- _Task to carry out_
Repeat only the lines below from the one containing "Extract the road" through the one containing "Please list the", inclusive, exactly as written.

- _Data for processing_
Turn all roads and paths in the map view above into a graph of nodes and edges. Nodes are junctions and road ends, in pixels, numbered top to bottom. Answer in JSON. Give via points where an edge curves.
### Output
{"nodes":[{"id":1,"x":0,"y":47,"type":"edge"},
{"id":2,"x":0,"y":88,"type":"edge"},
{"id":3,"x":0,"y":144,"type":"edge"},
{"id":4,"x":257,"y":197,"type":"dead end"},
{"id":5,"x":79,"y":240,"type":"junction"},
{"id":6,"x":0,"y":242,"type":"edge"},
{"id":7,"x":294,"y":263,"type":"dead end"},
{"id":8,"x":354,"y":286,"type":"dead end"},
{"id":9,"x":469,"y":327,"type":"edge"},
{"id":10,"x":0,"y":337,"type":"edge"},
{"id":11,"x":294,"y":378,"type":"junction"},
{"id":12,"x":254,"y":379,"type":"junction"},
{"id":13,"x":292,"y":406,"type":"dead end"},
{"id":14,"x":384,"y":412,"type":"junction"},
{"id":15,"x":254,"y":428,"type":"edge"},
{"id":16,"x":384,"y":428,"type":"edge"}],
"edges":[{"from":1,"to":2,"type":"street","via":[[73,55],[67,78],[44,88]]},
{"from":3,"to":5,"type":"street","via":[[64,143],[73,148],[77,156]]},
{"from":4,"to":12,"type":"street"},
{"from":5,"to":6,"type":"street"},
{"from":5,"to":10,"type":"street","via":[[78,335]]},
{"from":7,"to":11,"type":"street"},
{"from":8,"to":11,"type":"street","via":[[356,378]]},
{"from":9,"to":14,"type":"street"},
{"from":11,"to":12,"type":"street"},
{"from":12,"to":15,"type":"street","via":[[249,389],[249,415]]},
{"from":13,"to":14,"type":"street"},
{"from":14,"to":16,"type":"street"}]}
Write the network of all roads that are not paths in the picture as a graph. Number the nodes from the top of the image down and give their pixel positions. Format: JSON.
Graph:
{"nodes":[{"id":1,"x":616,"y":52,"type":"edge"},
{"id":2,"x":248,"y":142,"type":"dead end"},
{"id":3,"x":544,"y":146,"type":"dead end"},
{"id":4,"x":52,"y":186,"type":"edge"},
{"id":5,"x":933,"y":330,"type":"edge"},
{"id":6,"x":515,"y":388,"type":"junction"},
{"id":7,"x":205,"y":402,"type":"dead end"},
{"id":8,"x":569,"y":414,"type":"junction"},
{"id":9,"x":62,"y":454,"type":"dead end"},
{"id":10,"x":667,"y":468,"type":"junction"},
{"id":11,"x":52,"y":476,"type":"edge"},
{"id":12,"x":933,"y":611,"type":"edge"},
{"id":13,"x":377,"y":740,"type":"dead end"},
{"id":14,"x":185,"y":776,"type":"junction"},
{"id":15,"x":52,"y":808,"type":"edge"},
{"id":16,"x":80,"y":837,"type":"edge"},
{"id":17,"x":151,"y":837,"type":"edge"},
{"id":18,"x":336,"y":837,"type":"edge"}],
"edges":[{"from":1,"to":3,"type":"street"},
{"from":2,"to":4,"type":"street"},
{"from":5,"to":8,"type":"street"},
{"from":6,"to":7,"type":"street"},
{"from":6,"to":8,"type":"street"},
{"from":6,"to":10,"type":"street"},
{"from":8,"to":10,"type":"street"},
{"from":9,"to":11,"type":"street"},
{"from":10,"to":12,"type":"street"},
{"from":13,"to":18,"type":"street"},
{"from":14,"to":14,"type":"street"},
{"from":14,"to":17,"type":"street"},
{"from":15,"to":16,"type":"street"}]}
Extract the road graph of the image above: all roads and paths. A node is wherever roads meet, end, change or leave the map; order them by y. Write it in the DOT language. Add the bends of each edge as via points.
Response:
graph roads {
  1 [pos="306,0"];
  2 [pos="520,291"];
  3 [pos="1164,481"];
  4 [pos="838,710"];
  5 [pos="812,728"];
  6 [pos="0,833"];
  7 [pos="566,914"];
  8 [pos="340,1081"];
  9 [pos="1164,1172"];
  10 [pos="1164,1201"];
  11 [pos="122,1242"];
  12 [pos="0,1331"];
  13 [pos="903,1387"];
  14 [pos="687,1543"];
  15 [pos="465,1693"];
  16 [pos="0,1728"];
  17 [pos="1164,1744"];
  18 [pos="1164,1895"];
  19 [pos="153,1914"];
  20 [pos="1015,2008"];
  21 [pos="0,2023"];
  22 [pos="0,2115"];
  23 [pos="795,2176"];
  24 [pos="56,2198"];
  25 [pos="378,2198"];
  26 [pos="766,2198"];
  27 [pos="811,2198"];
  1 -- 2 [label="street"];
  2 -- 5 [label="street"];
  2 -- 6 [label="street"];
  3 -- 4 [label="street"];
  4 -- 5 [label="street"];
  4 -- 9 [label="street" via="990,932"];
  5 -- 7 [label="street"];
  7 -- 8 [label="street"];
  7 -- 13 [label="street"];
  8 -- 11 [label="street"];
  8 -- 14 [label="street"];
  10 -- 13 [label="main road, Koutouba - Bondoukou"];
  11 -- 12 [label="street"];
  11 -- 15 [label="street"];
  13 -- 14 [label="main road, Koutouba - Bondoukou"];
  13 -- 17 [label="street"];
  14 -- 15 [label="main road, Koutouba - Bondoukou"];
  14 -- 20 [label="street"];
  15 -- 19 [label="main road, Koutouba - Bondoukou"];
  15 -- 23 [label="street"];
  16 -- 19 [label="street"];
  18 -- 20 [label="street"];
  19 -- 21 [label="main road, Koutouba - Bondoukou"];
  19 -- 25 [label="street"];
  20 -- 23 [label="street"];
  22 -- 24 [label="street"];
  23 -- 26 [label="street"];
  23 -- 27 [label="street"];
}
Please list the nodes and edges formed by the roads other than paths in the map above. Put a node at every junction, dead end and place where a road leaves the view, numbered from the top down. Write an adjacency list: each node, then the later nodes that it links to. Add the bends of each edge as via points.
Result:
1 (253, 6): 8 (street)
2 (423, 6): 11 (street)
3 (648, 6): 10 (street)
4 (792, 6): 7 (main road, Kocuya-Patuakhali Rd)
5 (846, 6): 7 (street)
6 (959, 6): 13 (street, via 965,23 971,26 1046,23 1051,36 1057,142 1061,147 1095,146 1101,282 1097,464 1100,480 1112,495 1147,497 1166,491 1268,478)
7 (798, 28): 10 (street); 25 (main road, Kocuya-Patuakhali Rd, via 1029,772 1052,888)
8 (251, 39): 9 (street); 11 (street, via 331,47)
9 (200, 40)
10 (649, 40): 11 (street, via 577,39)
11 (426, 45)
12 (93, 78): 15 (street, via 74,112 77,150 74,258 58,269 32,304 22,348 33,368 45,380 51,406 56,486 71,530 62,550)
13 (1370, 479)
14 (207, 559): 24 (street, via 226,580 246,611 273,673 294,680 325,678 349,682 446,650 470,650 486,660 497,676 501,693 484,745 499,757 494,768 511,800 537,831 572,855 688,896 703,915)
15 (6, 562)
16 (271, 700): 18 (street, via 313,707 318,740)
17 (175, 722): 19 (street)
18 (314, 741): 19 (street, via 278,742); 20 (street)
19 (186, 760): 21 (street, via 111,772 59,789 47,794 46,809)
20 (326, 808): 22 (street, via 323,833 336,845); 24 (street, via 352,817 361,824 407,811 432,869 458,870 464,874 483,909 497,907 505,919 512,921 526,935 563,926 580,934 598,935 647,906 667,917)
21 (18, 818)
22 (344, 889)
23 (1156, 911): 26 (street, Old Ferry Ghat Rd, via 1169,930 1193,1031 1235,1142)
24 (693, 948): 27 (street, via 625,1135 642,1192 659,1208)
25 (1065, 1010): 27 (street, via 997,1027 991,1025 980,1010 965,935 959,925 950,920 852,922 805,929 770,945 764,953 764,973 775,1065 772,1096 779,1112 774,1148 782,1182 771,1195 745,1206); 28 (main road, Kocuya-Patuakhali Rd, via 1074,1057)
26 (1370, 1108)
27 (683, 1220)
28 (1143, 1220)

- _Written response_
Extract the road graph of the image above: all roads and paths. A node is wherever roads meet, end, change or leave the map; order them by y. Write it in the DOT language. Add the bends of each edge as via points.
Response:
graph roads {
  1 [pos="306,0"];
  2 [pos="520,291"];
  3 [pos="1164,481"];
  4 [pos="838,710"];
  5 [pos="812,728"];
  6 [pos="0,833"];
  7 [pos="566,914"];
  8 [pos="340,1081"];
  9 [pos="1164,1172"];
  10 [pos="1164,1201"];
  11 [pos="122,1242"];
  12 [pos="0,1331"];
  13 [pos="903,1387"];
  14 [pos="687,1543"];
  15 [pos="465,1693"];
  16 [pos="0,1728"];
  17 [pos="1164,1744"];
  18 [pos="1164,1895"];
  19 [pos="153,1914"];
  20 [pos="1015,2008"];
  21 [pos="0,2023"];
  22 [pos="0,2115"];
  23 [pos="795,2176"];
  24 [pos="56,2198"];
  25 [pos="378,2198"];
  26 [pos="766,2198"];
  27 [pos="811,2198"];
  1 -- 2 [label="street"];
  2 -- 5 [label="street"];
  2 -- 6 [label="street"];
  3 -- 4 [label="street"];
  4 -- 5 [label="street"];
  4 -- 9 [label="street" via="990,932"];
  5 -- 7 [label="street"];
  7 -- 8 [label="street"];
  7 -- 13 [label="street"];
  8 -- 11 [label="street"];
  8 -- 14 [label="street"];
  10 -- 13 [label="main road, Koutouba - Bondoukou"];
  11 -- 12 [label="street"];
  11 -- 15 [label="street"];
  13 -- 14 [label="main road, Koutouba - Bondoukou"];
  13 -- 17 [label="street"];
  14 -- 15 [label="main road, Koutouba - Bondoukou"];
  14 -- 20 [label="street"];
  15 -- 19 [label="main road, Koutouba - Bondoukou"];
  15 -- 23 [label="street"];
  16 -- 19 [label="street"];
  18 -- 20 [label="street"];
  19 -- 21 [label="main road, Koutouba - Bondoukou"];
  19 -- 25 [label="street"];
  20 -- 23 [label="street"];
  22 -- 24 [label="street"];
  23 -- 26 [label="street"];
  23 -- 27 [label="street"];
}
Please list the nodes and edges formed by the roads other than paths in the map above. Put a node at every junction, dead end and place where a road leaves the view, numbered from the top down. Write an adjacency list: each node, then the later nodes that it links to. Add the bends of each edge as via points.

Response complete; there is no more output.